Listeria monocytogenes is a gram positive facultative anaerobic rod that has been isolated from water, soil, sewage, dust, decaying vegetable mater, poultry and dairy products. It is also found in the fecal flora of many mammals, including 5% of asymptomatic healthy adults.12

This organism is particularly likely to infect new-borns and adults with impared cell mediated immunity such as pregnancy, old age, imunossupressive therapy, malignancies, continuous ambulatory peritoneal dialysis and acquired immunodeficiency syndrome. It appears to have a tropism for placenta, meningis and endocardium.13-17

One of the implicated mechanisms in the development of SBP is a disturbance in gut flora with bacterial overgrowth and intestinal translocation. Cirrhosis predisposes to the development of bacterial overgrowth, possibly because of altered small intestinal motility, and to an increased intestinal permeability that favors intestinal translocation. Therefore, it seems reasonable to presume that the transmission of Listeria monocytogenes occurs by fecal-oral route with subsequent colonization of the bowel and translocation into the peritoneal cavity.

It is also known that iron enhances the growth of this bacteria in vitro. Individuals with end stage liver disease can have increased body iron stores that may favor Listeria induced SBP.

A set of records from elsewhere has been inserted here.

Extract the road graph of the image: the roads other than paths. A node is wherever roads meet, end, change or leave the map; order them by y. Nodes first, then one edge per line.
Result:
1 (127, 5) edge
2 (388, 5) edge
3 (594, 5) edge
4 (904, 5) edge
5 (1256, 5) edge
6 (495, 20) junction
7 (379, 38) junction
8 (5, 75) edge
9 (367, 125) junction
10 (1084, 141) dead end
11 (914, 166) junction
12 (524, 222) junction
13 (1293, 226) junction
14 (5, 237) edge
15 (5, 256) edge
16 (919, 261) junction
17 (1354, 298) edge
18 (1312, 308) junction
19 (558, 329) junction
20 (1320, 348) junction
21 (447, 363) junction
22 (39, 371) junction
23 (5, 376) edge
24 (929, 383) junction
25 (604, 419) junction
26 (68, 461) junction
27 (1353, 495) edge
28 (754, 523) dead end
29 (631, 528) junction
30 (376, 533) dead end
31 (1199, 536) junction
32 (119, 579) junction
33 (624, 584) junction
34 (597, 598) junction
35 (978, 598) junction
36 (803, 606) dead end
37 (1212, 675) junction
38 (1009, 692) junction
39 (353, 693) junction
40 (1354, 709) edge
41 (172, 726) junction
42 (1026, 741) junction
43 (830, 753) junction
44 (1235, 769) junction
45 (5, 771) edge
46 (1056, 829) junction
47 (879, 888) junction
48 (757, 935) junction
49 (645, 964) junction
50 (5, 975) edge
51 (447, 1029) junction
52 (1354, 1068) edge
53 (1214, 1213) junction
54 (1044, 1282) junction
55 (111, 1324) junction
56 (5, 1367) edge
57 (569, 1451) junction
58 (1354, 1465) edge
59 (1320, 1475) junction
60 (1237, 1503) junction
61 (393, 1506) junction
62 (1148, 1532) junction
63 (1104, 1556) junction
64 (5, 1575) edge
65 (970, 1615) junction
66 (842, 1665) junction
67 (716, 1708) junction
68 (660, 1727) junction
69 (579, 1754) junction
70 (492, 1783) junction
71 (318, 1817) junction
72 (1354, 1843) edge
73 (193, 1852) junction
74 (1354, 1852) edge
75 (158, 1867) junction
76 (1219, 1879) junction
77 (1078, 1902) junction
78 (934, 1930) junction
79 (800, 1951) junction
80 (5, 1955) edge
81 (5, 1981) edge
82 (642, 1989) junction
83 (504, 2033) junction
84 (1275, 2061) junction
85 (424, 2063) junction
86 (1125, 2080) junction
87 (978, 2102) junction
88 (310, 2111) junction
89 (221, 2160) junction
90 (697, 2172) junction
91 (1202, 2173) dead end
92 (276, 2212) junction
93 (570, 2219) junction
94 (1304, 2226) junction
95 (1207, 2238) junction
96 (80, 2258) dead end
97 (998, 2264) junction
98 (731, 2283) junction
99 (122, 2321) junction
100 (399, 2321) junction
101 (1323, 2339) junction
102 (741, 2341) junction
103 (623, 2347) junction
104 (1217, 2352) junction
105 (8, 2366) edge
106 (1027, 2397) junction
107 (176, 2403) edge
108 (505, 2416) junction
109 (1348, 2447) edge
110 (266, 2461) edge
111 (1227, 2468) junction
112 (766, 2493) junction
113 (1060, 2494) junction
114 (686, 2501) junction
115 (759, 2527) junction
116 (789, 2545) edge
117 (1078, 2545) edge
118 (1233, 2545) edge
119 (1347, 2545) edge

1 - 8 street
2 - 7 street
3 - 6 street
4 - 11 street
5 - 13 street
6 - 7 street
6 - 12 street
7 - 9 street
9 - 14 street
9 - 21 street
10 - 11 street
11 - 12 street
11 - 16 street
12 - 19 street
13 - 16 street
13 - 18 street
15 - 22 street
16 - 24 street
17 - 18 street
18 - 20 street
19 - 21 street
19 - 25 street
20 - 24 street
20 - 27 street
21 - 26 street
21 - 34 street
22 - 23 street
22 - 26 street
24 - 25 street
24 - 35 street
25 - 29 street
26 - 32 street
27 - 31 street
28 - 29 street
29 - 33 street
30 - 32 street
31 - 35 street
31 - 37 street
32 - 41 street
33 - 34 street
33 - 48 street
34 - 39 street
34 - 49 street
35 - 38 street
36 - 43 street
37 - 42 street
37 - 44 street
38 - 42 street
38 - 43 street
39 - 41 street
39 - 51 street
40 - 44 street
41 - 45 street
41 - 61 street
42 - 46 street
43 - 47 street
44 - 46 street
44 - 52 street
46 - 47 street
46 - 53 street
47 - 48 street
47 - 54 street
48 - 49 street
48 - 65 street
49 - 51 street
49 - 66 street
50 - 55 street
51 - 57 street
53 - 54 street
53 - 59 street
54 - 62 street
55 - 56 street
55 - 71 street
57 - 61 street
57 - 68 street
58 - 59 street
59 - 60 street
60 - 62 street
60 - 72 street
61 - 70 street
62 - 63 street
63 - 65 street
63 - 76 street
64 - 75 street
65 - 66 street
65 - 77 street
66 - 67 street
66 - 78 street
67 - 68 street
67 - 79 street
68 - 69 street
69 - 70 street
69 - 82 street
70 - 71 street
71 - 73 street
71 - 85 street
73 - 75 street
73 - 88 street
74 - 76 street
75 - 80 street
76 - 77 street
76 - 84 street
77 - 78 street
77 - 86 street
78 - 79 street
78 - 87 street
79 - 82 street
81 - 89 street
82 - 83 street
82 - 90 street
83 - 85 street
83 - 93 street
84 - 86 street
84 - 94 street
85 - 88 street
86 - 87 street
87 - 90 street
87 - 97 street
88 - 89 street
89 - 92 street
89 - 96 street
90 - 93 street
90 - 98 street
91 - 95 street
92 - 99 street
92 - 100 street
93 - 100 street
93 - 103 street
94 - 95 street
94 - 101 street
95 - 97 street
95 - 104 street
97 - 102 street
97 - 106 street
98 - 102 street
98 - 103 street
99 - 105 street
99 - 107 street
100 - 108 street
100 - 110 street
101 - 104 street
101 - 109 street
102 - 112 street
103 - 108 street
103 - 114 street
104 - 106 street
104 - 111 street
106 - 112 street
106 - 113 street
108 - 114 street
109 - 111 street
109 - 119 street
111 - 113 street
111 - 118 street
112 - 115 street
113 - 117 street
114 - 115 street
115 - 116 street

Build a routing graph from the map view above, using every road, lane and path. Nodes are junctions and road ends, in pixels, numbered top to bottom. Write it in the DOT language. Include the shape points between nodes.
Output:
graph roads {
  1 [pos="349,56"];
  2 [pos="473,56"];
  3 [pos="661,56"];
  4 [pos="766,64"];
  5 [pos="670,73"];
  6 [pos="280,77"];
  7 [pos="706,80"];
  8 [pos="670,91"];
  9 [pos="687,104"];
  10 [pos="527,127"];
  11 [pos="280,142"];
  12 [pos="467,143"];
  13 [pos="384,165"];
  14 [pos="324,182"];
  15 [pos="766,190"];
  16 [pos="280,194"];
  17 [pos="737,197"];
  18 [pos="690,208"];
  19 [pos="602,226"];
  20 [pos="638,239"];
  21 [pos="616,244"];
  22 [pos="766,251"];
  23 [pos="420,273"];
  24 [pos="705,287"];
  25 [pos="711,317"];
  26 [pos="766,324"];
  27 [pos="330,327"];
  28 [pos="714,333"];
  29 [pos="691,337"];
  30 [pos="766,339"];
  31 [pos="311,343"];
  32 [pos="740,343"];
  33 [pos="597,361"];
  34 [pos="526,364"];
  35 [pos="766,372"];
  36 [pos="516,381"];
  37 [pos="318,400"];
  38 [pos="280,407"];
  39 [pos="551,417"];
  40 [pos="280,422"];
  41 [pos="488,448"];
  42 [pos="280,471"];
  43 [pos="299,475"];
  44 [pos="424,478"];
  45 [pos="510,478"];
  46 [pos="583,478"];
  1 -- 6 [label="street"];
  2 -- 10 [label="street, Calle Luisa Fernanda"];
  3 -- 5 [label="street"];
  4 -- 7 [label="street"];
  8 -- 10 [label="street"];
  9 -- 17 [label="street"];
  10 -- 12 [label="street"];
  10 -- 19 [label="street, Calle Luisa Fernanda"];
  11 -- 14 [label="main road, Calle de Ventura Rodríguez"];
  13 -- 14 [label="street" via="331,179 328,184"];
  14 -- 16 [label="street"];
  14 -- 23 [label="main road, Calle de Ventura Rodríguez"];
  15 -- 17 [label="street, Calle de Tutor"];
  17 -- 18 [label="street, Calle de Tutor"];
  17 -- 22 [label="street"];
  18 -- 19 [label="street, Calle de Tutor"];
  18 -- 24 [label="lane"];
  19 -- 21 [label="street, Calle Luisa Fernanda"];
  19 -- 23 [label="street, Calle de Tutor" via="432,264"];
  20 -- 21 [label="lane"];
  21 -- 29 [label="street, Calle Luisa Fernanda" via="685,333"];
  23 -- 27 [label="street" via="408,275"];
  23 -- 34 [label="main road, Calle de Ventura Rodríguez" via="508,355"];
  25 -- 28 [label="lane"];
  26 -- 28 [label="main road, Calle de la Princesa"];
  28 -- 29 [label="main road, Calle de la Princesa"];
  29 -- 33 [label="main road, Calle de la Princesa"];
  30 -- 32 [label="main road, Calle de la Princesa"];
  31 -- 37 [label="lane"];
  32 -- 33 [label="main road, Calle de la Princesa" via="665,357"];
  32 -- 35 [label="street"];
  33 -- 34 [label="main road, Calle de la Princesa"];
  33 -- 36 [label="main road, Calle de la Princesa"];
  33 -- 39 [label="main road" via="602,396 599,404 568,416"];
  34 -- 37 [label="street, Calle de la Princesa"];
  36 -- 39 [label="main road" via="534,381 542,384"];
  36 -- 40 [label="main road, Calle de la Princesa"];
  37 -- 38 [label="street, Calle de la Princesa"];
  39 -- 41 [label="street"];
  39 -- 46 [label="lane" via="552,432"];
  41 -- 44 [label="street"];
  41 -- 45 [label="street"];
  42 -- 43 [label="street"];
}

Infection with Listeria spp should be considered when there are gram positive bacilli-like organisms presence in the peritoneal fluid or in the blood, in patients with previously mentioned epidemiological risk factors and when there is an inadequate response to conventional medical treatment in the first 48 to 72 h.18,19

Although current guidelines suggest a third generation cephalosporin such as cefotaxime for the empiric treatment of SBP,6 it does not provide an adequate antibiotic coverage against Listeria spp. In such cases recent reviews have suggested the use of ampicilin (with or without an aminoglycoside) or trimethoprim-sulphamethoxazole for 10 to 14 days. However, the optimal antibiotic therapy and its duration are not well defined.9

In patients who survive an episode of SBP, the cumulative recurrence rate at one year is approximately 70%. The administration of prophylactic antibiotics has proved to reduce the level of recurrence to 20%. Norfloxacin (400 mg/day, orally) is the treatment of choice. Alternative antibiotics include ciprofloxacin (750 mg once weekly, orally) or co-tri-moxazole (800 mg sulfamethoxazole and 160 mg trimethoprim daily, orally), but evidence is not as strong as that with norfloxacin.6Listeria monocytogenes usually is not sensitive to norfloxacin and the use of trimethoprim-sulfamethoxazole is advised in these patients.1 The probability of survival at 1 year after an episode of SBP is 30-50% and falls to 2530% at 2 years. Therefore, patients recovering from an episode of SBP should be considered for liver transplantation.20

Conclusion

Listeria monocytogenes induced SBP is a rare condition. Clinicians should have a high index of suspicion when a patient does not respond promptly to conventional antibiotic therapy, especially if risk factors for this agent transmission are present. The optimal antibiotic therapy and its duration are not well defined. Ampicillin in monotherapy or in association with an aminoglycoside has been advised as the standard therapy and trimethoprim-sulphame-thoxazole seems to be more appropriate for secondary prophylaxis than norfloxacin.